With this exposition of the applicable law we shall examine the facts of the present case. The trial court decided [619]*619that the plaintiff Doris Farinacci Schneider began to work in August 1962 as a secretary in the business of defendant, Tropical Gas Company, Inc., for a working test period of two months; with a monthly salary of $325; that before this period had elapsed the employer knew that Mrs. Schneider was pregnant; that at the end of the working test period she was made a permanent employee with a monthly salary of $350; that “after the working test period and as her pregnancy advanced, her work began to slow down and her output was less each day” which caused that the attention be called for deficiencies, oversights, and errors committed; that on December 31, 1962, the plaintiff was dismissed from her work, and she was paid, in addition to the days worked, one month’s salary, as well as the amount for accumulated vacations; and that the childbirth took place about the middle of June 1963, that is five months and a half after her dismissal.

On the grounds of these findings judgment was rendered ordering the defendant-appellant to pay four months and a half salary to the plaintiff, which she should have received since her dismissal till four weeks before childbirth, and from then till four weeks after childbirth, at the rate of one-half salary. Sections 25 and 4 of Act No. 3 of 1942 were invoked therefor. We decided to review the judgment.

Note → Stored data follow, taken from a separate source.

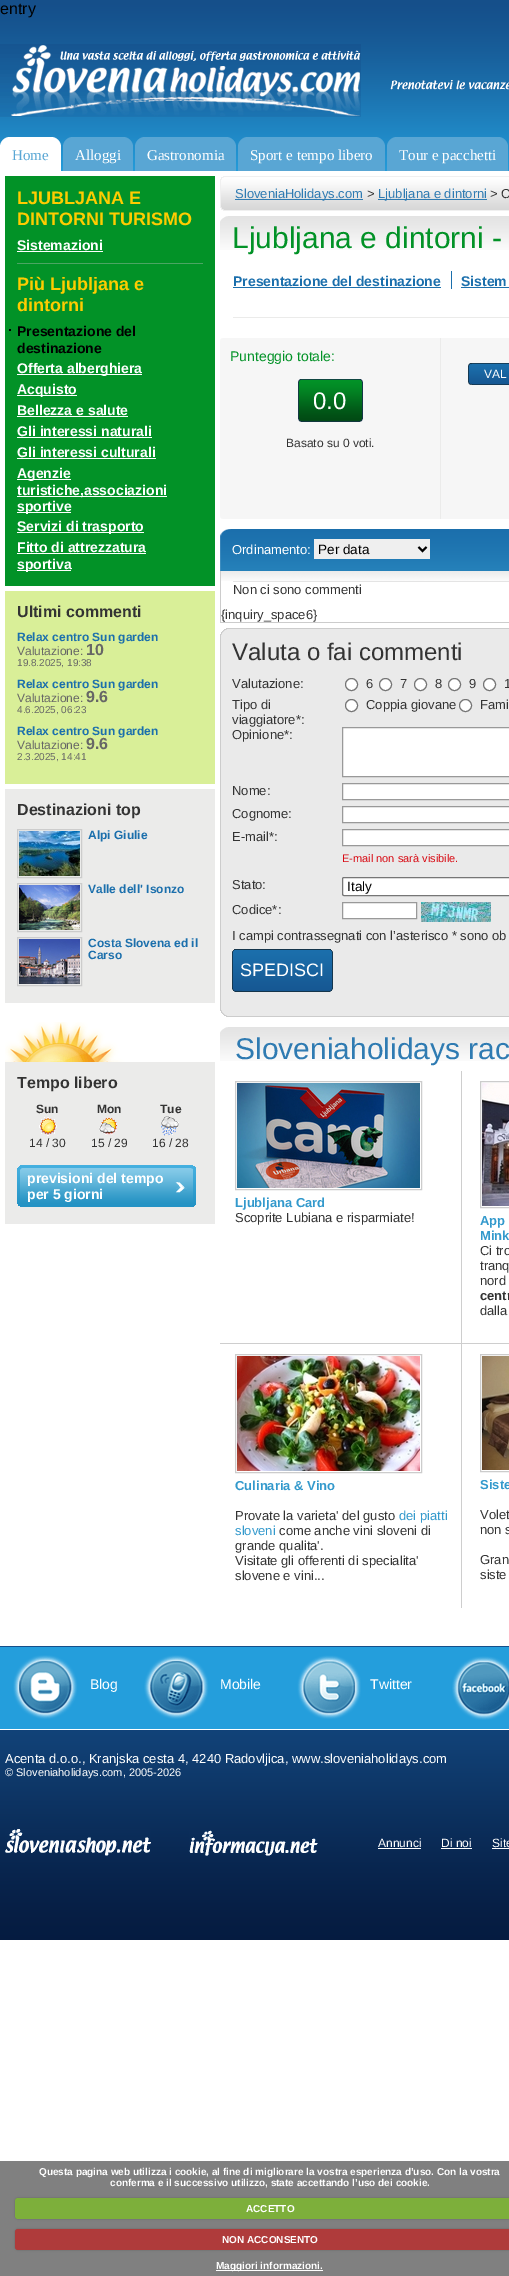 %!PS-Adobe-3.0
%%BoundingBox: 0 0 509 2276
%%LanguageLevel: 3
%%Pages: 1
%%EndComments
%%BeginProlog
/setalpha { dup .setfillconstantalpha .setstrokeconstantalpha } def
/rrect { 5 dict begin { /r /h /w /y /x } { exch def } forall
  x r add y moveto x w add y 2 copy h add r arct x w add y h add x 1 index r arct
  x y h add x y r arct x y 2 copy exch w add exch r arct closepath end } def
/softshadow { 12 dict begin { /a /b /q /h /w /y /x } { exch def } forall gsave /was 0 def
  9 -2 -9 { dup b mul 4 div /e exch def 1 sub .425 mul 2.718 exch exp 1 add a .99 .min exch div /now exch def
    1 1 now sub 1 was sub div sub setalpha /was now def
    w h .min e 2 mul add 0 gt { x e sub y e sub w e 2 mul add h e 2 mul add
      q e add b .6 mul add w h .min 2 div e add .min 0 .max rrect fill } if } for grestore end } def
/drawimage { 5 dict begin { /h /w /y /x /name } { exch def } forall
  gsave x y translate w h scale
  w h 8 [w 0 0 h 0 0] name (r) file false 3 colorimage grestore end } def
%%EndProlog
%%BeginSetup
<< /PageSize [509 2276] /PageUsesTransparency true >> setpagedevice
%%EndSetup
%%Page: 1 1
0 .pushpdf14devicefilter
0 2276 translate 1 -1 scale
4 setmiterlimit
1 setgray
0 0 509 2276 rectfill
(images/1.raw) 0 0 509 171 drawimage
(images/2.raw) 0 44 361 73 drawimage
(images/3.raw) 390 80 119 10 drawimage
newpath 10 137 moveto 51 137 lineto 56.5 137 61 141.5 61 147 curveto 61 171 lineto 0 171 lineto 0 147 lineto 0 141.5 4.5 137 10 137 curveto closepath fill
0.349 0.651 0.831 setrgbcolor
newpath 73 137 moveto 123 137 lineto 128.5 137 133 141.5 133 147 curveto 133 171 lineto 63 171 lineto 63 147 lineto 63 141.5 67.5 137 73 137 curveto closepath fill
newpath 145 137 moveto 226 137 lineto 231.5 137 236 141.5 236 147 curveto 236 171 lineto 135 171 lineto 135 147 lineto 135 141.5 139.5 137 145 137 curveto closepath fill
newpath 248 137 moveto 375 137 lineto 380.5 137 385 141.5 385 147 curveto 385 171 lineto 238 171 lineto 238 147 lineto 238 141.5 242.5 137 248 137 curveto closepath fill
newpath 397 137 moveto 498 137 lineto 503.5 137 508 141.5 508 147 curveto 508 171 lineto 387 171 lineto 387 147 lineto 387 141.5 391.5 137 397 137 curveto closepath fill
0.008 0.573 0.153 setrgbcolor
5 176 210 410 rectfill
1 setgray
17 251 86 1 rectfill
0.294 0.647 0.388 setrgbcolor
17 263 186 1 rectfill
0 setgray
9 329 2 2 rectfill
1 setgray
17 374 125 1 rectfill
17 395 60 1 rectfill
17 416 111 1 rectfill
17 437 135 1 rectfill
17 458 139 1 rectfill
17 479 54 1 rectfill
17 496 150 1 rectfill
17 512 54 1 rectfill
17 532 127 1 rectfill
17 553 129 1 rectfill
17 570 54 1 rectfill
0.851 0.937 0.596 setrgbcolor
5 591 210 193 rectfill
0.922 0.922 0.918 setrgbcolor
5 789 210 214 rectfill
0.8 setgray
17.5 829.5 64 48 rectstroke
(images/4.raw) 19 831 61 45 drawimage
17.5 883.5 64 48 rectstroke
(images/5.raw) 19 885 61 45 drawimage
17.5 937.5 64 48 rectstroke
(images/6.raw) 19 939 61 45 drawimage
0.922 0.922 0.918 setrgbcolor
5 1062 210 162 rectfill
(images/7.raw) 5 1022 210 40 drawimage
(images/8.raw) 39 1117 18 19 drawimage
(images/9.raw) 99 1117 18 18 drawimage
(images/10.raw) 161 1116 18 20 drawimage
(images/11.raw) 17 1165 179 42 drawimage
(images/12.raw) 220 176 289 35 drawimage
0.184 0.482 0.698 setrgbcolor
235 199 128 1 rectfill
378 199 109 1 rectfill
(images/13.raw) 220 216 289 34 drawimage
0.922 0.922 0.918 setrgbcolor
233 317 276 1 rectfill
0.106 0.435 0.675 setrgbcolor
233 287 208 1 rectfill
451 271 1 18 rectfill
461 287 48 1 rectfill
(images/14.raw) 220 338 289 181 drawimage
(images/15.raw) 298 379 65 43 drawimage
(images/16.raw) 468 363 41 22 drawimage
(images/17.raw) 220 529 289 42 drawimage
0.937 setgray
314 539 116 20 rectfill
0 setgray
2 setlinewidth
newpath 418.5 547 moveto 422.5 551 lineto 426.5 547 lineto stroke
(images/18.raw) 221 571 288 10 drawimage
0.8 setgray
220 622 289 1 rectfill
220 571 1 52 rectfill
0.894 setgray
233 581 276 1 rectfill
(images/19.raw) 220 628 289 382 drawimage
1 setgray
newpath 351.5 684.5 6 0 360 arc closepath gsave fill grestore
0.463 setgray
1 setlinewidth
stroke
1 setgray
newpath 385.5 684.5 6 0 360 arc closepath gsave fill grestore
0.463 setgray
stroke
1 setgray
newpath 420.5 684.5 6 0 360 arc closepath gsave fill grestore
0.463 setgray
stroke
1 setgray
newpath 454.5 684.5 6 0 360 arc closepath gsave fill grestore
0.463 setgray
stroke
1 setgray
newpath 489.5 684.5 6 0 360 arc closepath gsave fill grestore
0.463 setgray
stroke
1 setgray
newpath 351.5 705.5 6 0 360 arc closepath gsave fill grestore
0.463 setgray
stroke
1 setgray
newpath 465.5 705.5 6 0 360 arc closepath gsave fill grestore
0.463 setgray
stroke
1 setgray
newpath 342.5 727.5 moveto 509.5 727.5 lineto 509.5 776.5 lineto 342.5 776.5 lineto closepath gsave fill grestore
0.6 setgray
stroke
1 setgray
newpath 342.5 783.5 moveto 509.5 783.5 lineto 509.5 799.5 lineto 342.5 799.5 lineto closepath gsave fill grestore
0.6 setgray
stroke
1 setgray
newpath 342.5 806.5 moveto 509.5 806.5 lineto 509.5 822.5 lineto 342.5 822.5 lineto closepath gsave fill grestore
0.6 setgray
stroke
1 setgray
newpath 342.5 829.5 moveto 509.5 829.5 lineto 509.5 845.5 lineto 342.5 845.5 lineto closepath gsave fill grestore
0.6 setgray
stroke
1 setgray
342.5 877.5 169 18 1.5 rrect gsave fill grestore
0.463 setgray
stroke
1 setgray
newpath 342.5 902.5 moveto 416.5 902.5 lineto 416.5 918.5 lineto 342.5 918.5 lineto closepath gsave fill grestore
0.6 setgray
stroke
(images/20.raw) 421 902 70 20 drawimage
(images/21.raw) 232 949 101 43 drawimage
(images/22.raw) 220 1010 289 7 drawimage
(images/13.raw) 220 1027 289 34 drawimage
0.808 setgray
461 1071 1 537 rectfill
0.8 setgray
235.5 1081.5 186 108 rectstroke
(images/23.raw) 237 1083 183 105 drawimage
480.5 1081.5 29 126 rectstroke
(images/24.raw) 482 1083 27 123 drawimage
0.808 setgray
220 1343 289 1 rectfill
0.8 setgray
235.5 1354.5 186 118 rectstroke
(images/25.raw) 237 1356 183 115 drawimage
480.5 1354.5 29 117 rectstroke
(images/26.raw) 482 1356 27 114 drawimage
(images/27.raw) 0 1646 509 294 drawimage
(images/28.raw) 13 1655 496 65 drawimage
(images/29.raw) 5 1829 146 27 drawimage
(images/30.raw) 189 1830 129 26 drawimage
1 setgray
378 1848 43 1 rectfill
441 1848 31 1 rectfill
492 1848 17 1 rectfill
0.502 setgray
0 2161 509 115 rectfill
0 setgray
15 2198 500 21 3 1 0.25 softshadow
0.49 0.686 0.231 setrgbcolor
15 2198 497 21 3 rrect fill
0 setgray
15 2229 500 21 3 1 0.25 softshadow
0.686 0.231 0.231 setrgbcolor
15 2229 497 21 3 rrect fill
1 setgray
216 2270 107 1 rectfill
/LiberationSans-Regular [16 0 0 -16 0 0] selectfont
0 setgray
0 14 moveto (entry) show
/LiberationSerif-Regular [15 0 0 -15 0 0] selectfont
0.349 0.651 0.831 setrgbcolor
12 160 moveto (Home) show
1 setgray
75 160 moveto (Alloggi) show
147 160 moveto (Gastronomia) show
250 160 moveto (Sport e tempo libero) show
399 160 moveto (Tour e pacchetti) show
/LiberationSans-Bold [18 0 0 -18 0 0] selectfont
1 0.8 0 setrgbcolor
17 204 moveto (LJUBLJANA E) show
17 225 moveto (DINTORNI TURISMO) show
/LiberationSans-Bold [14 0 0 -14 0 0] selectfont
1 setgray
17 250 moveto (Sistemazioni) show
/LiberationSans-Bold [18 0 0 -18 0 0] selectfont
1 0.8 0 setrgbcolor
17 290 moveto (Più Ljubljana e) show
17 311 moveto (dintorni) show
/LiberationSans-Bold [14 0 0 -14 0 0] selectfont
0 setgray
17 336 moveto (Presentazione del) show
17 353 moveto (destinazione) show
1 setgray
17 373 moveto (Offerta alberghiera) show
17 394 moveto (Acquisto) show
17 415 moveto (Bellezza e salute) show
17 436 moveto (Gli interessi naturali) show
17 457 moveto (Gli interessi culturali) show
17 478 moveto (Agenzie) show
17 495 moveto (turistiche,associazioni) show
17 511 moveto (sportive) show
17 531 moveto (Servizi di trasporto) show
17 552 moveto (Fitto di attrezzatura) show
17 569 moveto (sportiva) show
/LiberationSans-Bold [16 0 0 -16 0 0] selectfont
0.2 setgray
17 617 moveto (Ultimi commenti) show
/LiberationSans-Bold [12 0 0 -12 0 0] selectfont
0.106 0.435 0.675 setrgbcolor
17 641 moveto (Relax centro Sun garden) show
/LiberationSans-Regular [12 0 0 -12 0 0] selectfont
0.4 setgray
17 655 moveto (Valutazione:) show
/LiberationSans-Bold [16 0 0 -16 0 0] selectfont
86 655 moveto (10) show
/LiberationSans-Regular [10 0 0 -10 0 0] selectfont
17 666 moveto (19.8.2025, 19:38) show
/LiberationSans-Bold [12 0 0 -12 0 0] selectfont
0.106 0.435 0.675 setrgbcolor
17 688 moveto (Relax centro Sun garden) show
/LiberationSans-Regular [12 0 0 -12 0 0] selectfont
0.4 setgray
17 702 moveto (Valutazione:) show
/LiberationSans-Bold [16 0 0 -16 0 0] selectfont
86 702 moveto (9.6) show
/LiberationSans-Regular [10 0 0 -10 0 0] selectfont
17 713 moveto (4.6.2025, 06:23) show
/LiberationSans-Bold [12 0 0 -12 0 0] selectfont
0.106 0.435 0.675 setrgbcolor
17 735 moveto (Relax centro Sun garden) show
/LiberationSans-Regular [12 0 0 -12 0 0] selectfont
0.4 setgray
17 749 moveto (Valutazione:) show
/LiberationSans-Bold [16 0 0 -16 0 0] selectfont
86 749 moveto (9.6) show
/LiberationSans-Regular [10 0 0 -10 0 0] selectfont
17 760 moveto (2.3.2025, 14:41) show
/LiberationSans-Bold [16 0 0 -16 0 0] selectfont
0.2 setgray
17 815 moveto (Destinazioni top) show
/LiberationSans-Bold [12 0 0 -12 0 0] selectfont
0.106 0.435 0.675 setrgbcolor
88 839 moveto (Alpi Giulie) show
88 893 moveto (Valle dell' Isonzo) show
88 947 moveto (Costa Slovena ed il) show
88 959 moveto (Carso) show
/LiberationSans-Bold [16 0 0 -16 0 0] selectfont
0.2 setgray
17 1088 moveto (Tempo libero) show
/LiberationSans-Bold [12 0 0 -12 0 0] selectfont
36 1113 moveto (Sun) show
/LiberationSans-Regular [12 0 0 -12 0 0] selectfont
29 1147 moveto (14 / 30) show
/LiberationSans-Bold [12 0 0 -12 0 0] selectfont
97 1113 moveto (Mon) show
/LiberationSans-Regular [12 0 0 -12 0 0] selectfont
91 1147 moveto (15 / 29) show
/LiberationSans-Bold [12 0 0 -12 0 0] selectfont
160 1113 moveto (Tue) show
/LiberationSans-Regular [12 0 0 -12 0 0] selectfont
152 1147 moveto (16 / 28) show
/LiberationSans-Bold [14 0 0 -14 0 0] selectfont
1 setgray
27 1183 moveto (previsioni del tempo) show
27 1199 moveto (per 5 giorni) show
/LiberationSans-Regular [13 0 0 -13 0 0] selectfont
0.184 0.482 0.698 setrgbcolor
235 198 moveto (SloveniaHolidays.com) show
0.2 setgray
367 198 moveto (>) show
0.184 0.482 0.698 setrgbcolor
378 198 moveto (Ljubljana e dintorni) show
0.2 setgray
490 198 moveto (> C) show
/LiberationSans-Regular [30 0 0 -30 0 0] selectfont
0.008 0.573 0.153 setrgbcolor
232 248 moveto (Ljubljana e dintorni -) show
/LiberationSans-Bold [14 0 0 -14 0 0] selectfont
0.106 0.435 0.675 setrgbcolor
233 286 moveto (Presentazione del destinazione) show
461 286 moveto (Sistem) show
/LiberationSans-Regular [14 0 0 -14 0 0] selectfont
0.008 0.573 0.153 setrgbcolor
230 361 moveto (Punteggio totale:) show
/LiberationSans-Regular [24 0 0 -24 0 0] selectfont
1 setgray
313 409 moveto (0.0) show
/LiberationSans-Regular [12 0 0 -12 0 0] selectfont
0.2 setgray
286 447 moveto (Basato su 0 voti.) show
1 setgray
484 378 moveto (VAL) show
/LiberationSans-Regular [13 0 0 -13 0 0] selectfont
232 554 moveto (Ordinamento:) show
/LiberationSans-Regular [13.5 0 0 -13.5 0 0] selectfont
0 setgray
318 554 moveto (Per data) show
/LiberationSans-Regular [13 0 0 -13 0 0] selectfont
0.2 setgray
233 594 moveto (Non ci sono commenti) show
221 619 moveto ({inquiry_space6}) show
/LiberationSans-Regular [24 0 0 -24 0 0] selectfont
232 660 moveto (Valuta o fai commenti) show
/LiberationSans-Regular [13 0 0 -13 0 0] selectfont
232 688 moveto (Valutazione:) show
366 688 moveto (6) show
400 688 moveto (7) show
435 688 moveto (8) show
469 688 moveto (9) show
504 688 moveto (1) show
232 709 moveto (Tipo di) show
232 724 moveto (viaggiatore*:) show
366 709 moveto (Coppia giovane) show
480 709 moveto (Fami) show
232 739 moveto (Opinione*:) show
232 795 moveto (Nome:) show
232 818 moveto (Cognome:) show
232 841 moveto (E-mail*:) show
/LiberationSans-Regular [11 0 0 -11 0 0] selectfont
0.847 0.035 0.071 setrgbcolor
342 862 moveto (E-mail non sarà visibile.) show
/LiberationSans-Regular [13 0 0 -13 0 0] selectfont
0.2 setgray
232 889 moveto (Stato:) show
/LiberationSans-Regular [13.5 0 0 -13.5 0 0] selectfont
0 setgray
347 891 moveto (Italy) show
/LiberationSans-Regular [13 0 0 -13 0 0] selectfont
0.2 setgray
232 914 moveto (Codice*:) show
232 940 moveto (I campi contrassegnati con l’asterisco * sono ob) show
/LiberationSans-Regular [18 0 0 -18 0 0] selectfont
1 setgray
240 976 moveto (SPEDISCI) show
/LiberationSans-Regular [30 0 0 -30 0 0] selectfont
0.184 0.482 0.698 setrgbcolor
235 1059 moveto (Sloveniaholidays rac) show
/LiberationSans-Bold [13 0 0 -13 0 0] selectfont
0.2 0.6 0.8 setrgbcolor
235 1207 moveto (Ljubljana Card) show
/LiberationSans-Regular [13 0 0 -13 0 0] selectfont
0.2 setgray
235 1222 moveto (Scoprite Lubiana e risparmiate!) show
/LiberationSans-Bold [13 0 0 -13 0 0] selectfont
0.2 0.6 0.8 setrgbcolor
480 1225 moveto (App) show
480 1240 moveto (Mink) show
/LiberationSans-Regular [13 0 0 -13 0 0] selectfont
0.2 setgray
480 1255 moveto (Ci tro) show
480 1270 moveto (tranq) show
480 1285 moveto (nord) show
/LiberationSans-Bold [13 0 0 -13 0 0] selectfont
480 1300 moveto (centr) show
/LiberationSans-Regular [13 0 0 -13 0 0] selectfont
480 1315 moveto (dalla) show
/LiberationSans-Bold [13 0 0 -13 0 0] selectfont
0.2 0.6 0.8 setrgbcolor
235 1490 moveto (Culinaria & Vino) show
/LiberationSans-Regular [13 0 0 -13 0 0] selectfont
0.2 setgray
235 1520 moveto (Provate la varieta' del gusto) show
0.2 0.6 0.8 setrgbcolor
399 1520 moveto (dei piatti) show
235 1535 moveto (sloveni) show
0.2 setgray
279 1535 moveto (come anche vini sloveni di) show
235 1550 moveto (grande qualita'.) show
235 1565 moveto (Visitate gli offerenti di specialita') show
235 1580 moveto (slovene e vini...) show
/LiberationSans-Bold [13 0 0 -13 0 0] selectfont
0.2 0.6 0.8 setrgbcolor
480 1489 moveto (Siste) show
/LiberationSans-Regular [13 0 0 -13 0 0] selectfont
0.2 setgray
480 1519 moveto (Volet) show
480 1534 moveto (non s) show
480 1564 moveto (Gran) show
480 1579 moveto (siste) show
/LiberationSans-Regular [14 0 0 -14 0 0] selectfont
1 setgray
90 1689 moveto (Blog) show
220 1689 moveto (Mobile) show
370 1689 moveto (Twitter) show
/LiberationSans-Regular [13 0 0 -13 0 0] selectfont
5 1763 moveto (Acenta d.o.o., Kranjska cesta 4, 4240 Radovljica, www.sloveniaholidays.com) show
/LiberationSans-Regular [11 0 0 -11 0 0] selectfont
5 1776 moveto (© Sloveniaholidays.com, 2005-2026) show
/LiberationSans-Regular [12 0 0 -12 0 0] selectfont
378 1847 moveto (Annunci) show
441 1847 moveto (Di noi) show
492 1847 moveto (Site) show
/LiberationSans-Bold [10 0 0 -10 0 0] selectfont
39 2175 moveto (Questa pagina web utilizza i cookie, al fine di migliorare la vostra esperienza d’uso. Con la vostra) show
110 2186 moveto (conferma e il successivo utilizzo, state accettando l’uso dei cookie.) show
246 2212 moveto (ACCETTO) show
222 2243 moveto (NON ACCONSENTO) show
216 2269 moveto (Maggiori informazioni.) show
.poppdf14devicefilter showpage
%%EOF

[620]*620Apparently, the error committed by the trial judge was due to the fact that he extended the protection which'the lawmaker intended to give for the rest of pregnant working women, to the case of her dismissal. The aforesaid act consecrates two different rights, which operate in different situations and with different results. The right of rest refers only to the four weeks before and after childbirth, and has nothing to do with unjustified dismissal. As to the latter we have seen that the compensation depends on the definite or indefinite term of the work contract. There is nothing in the record to demonstrate that Mrs. Schneider had been employed for a fixed term, in which case it would have been appropriate to grant her compensation till the termination of the contract but rather for an indefinite term, which would give her the right to one month’s salary. Observe also that the act itself in its § 7, 29 L.P.R.A. § 472, upon dealing with the judicial claim to which the working woman has.